The precinct officer told her they called the Brooklyn Special Victims Squad, but detectives there didn’t have time to investigate her case because it wasn’t rape. They then sent Welch home with a police report classifying what had happened to her as a “dispute.”
Welch and her co-plaintiff, Alison Turkos, allege that gender bias at the NYPD has led the department to fail sexual assault victims. Late one evening in October 2017, Turkos got into a Lyft, confirmed with the driver that they were headed in the right direction, and then fell asleep. When she awoke, she was being driven across the Manhattan Bridge. Turkos said she was kidnapped at gunpoint and taken to New Jersey where two men were waiting in a park. They then raped her.
Within days, Turkos reported the assault to the Brooklyn Special Victims Squad. But after her first interview with Detective Niurca Quinones, Turkos did not receive an update on her case for five weeks. In December 2017, Quinones told Turkos she had not yet contacted the driver. For months, Turkos repeatedly called and emailed Quinones regarding her case, but never got an answer. On March 18, 2018, Quinones finally told Turkos the semen from two men was found in her rape kit.
On April 5, 2018 Quinones told Turkos she would call her. But she never did. Turkos attempted to reach Quinones several times, but the detective didn’t respond. On April 25, 2018 Turkos filed a complaint with the NYPD’s Internal Affairs Bureau.
“My kidnap and rape happened in October 2017,” Turkos told The Appeal. “For 18 months, I have had a second full-time job trying to get law enforcement to do their job. Quinones never asked me for the driver’s contact information.” Turkos said Quinones also did not ask for the contact information of the two people who saw Turkos get into the Lyft that night. “She said she went to get video evidence,” Turkos said, “that never happened. She never did her job, or even attempted to do it.”

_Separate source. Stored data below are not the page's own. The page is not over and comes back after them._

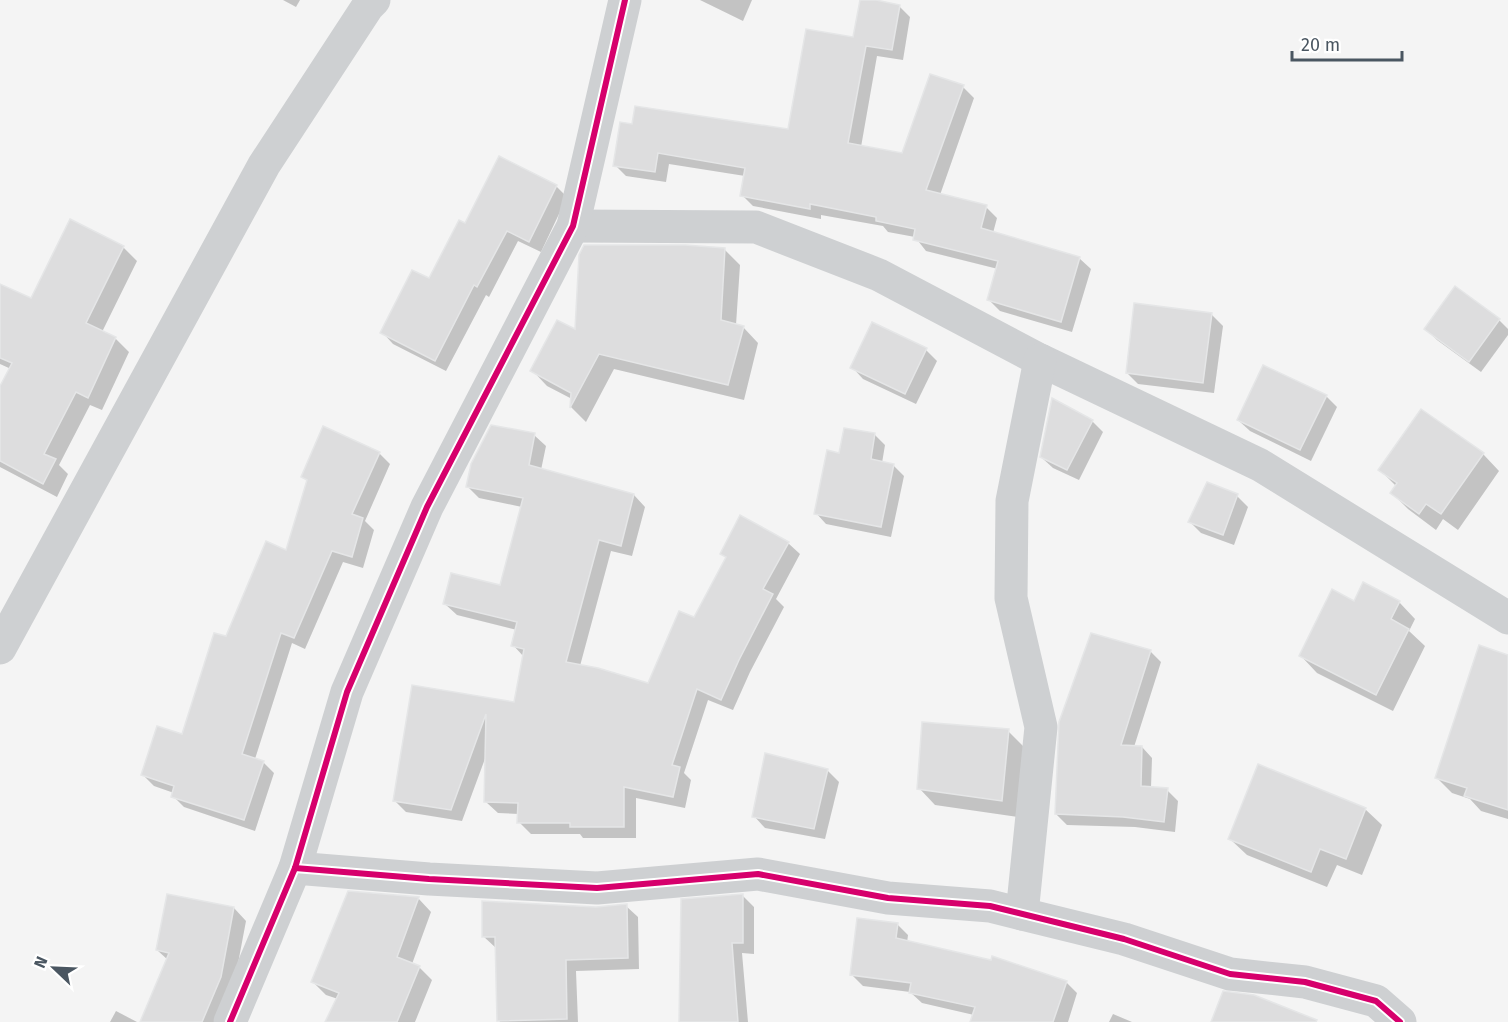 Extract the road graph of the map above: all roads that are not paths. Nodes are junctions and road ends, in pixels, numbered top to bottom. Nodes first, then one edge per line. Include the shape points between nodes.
1 (374, 0) edge
2 (625, 0) edge
3 (573, 226) junction
4 (1040, 360) junction
5 (1508, 618) edge
6 (0, 648) edge
7 (296, 868) junction
8 (1022, 914) junction
9 (230, 1022) edge
10 (1400, 1022) edge

1 - 6 street via 264,165
2 - 3 street
3 - 4 street via 756,227 879,275
3 - 7 street via 427,507 347,692
4 - 5 street via 1260,465
4 - 8 street via 1012,501 1011,598 1041,727
7 - 8 street via 597,888 758,874 888,898 990,906
7 - 9 street
8 - 10 street via 1124,939 1230,974 1305,982 1376,1001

Turkos’s case was reassigned to detectives who took it seriously, then transferred to the FBI because she was transported across state lines during the kidnapping. But Turkos says the FBI told her the failure to obtain video evidence while it was still available and other investigative missteps in the case made it difficult to move forward with the investigation.
Her case remains open. And Quinones, who has been sued at least three times for wrongful arrests, still works with victims at the Brooklyn Special Victims Squad and made $121,875 in Fiscal Year 2018. In 2016, her detective work led to a mistrial in a triple-rape case and cost the city $250,000 in settlements. The Daily News reported three arrests made by Quinones in separate sexual assault cases fell apart, and no one was subsequently charged. One man spent 10 months in jail before being cleared by DNA evidence.
In Stirling’s case, the perpetrator was eventually arrested. But Juan Scott was sentenced mostly for what he did to two strangers, not to Stirling, who says the NYPD’s lackluster investigation led to her charges being downgraded to essentially an unwanted groping.
“The NYPD without a doubt retraumatized me and made a shitty situation completely unbearable,” Stirling said. “I really do believe I could have made it out the other end of this relatively unscathed, mentally and emotionally, had the NYPD not made me question my sanity and my reality.”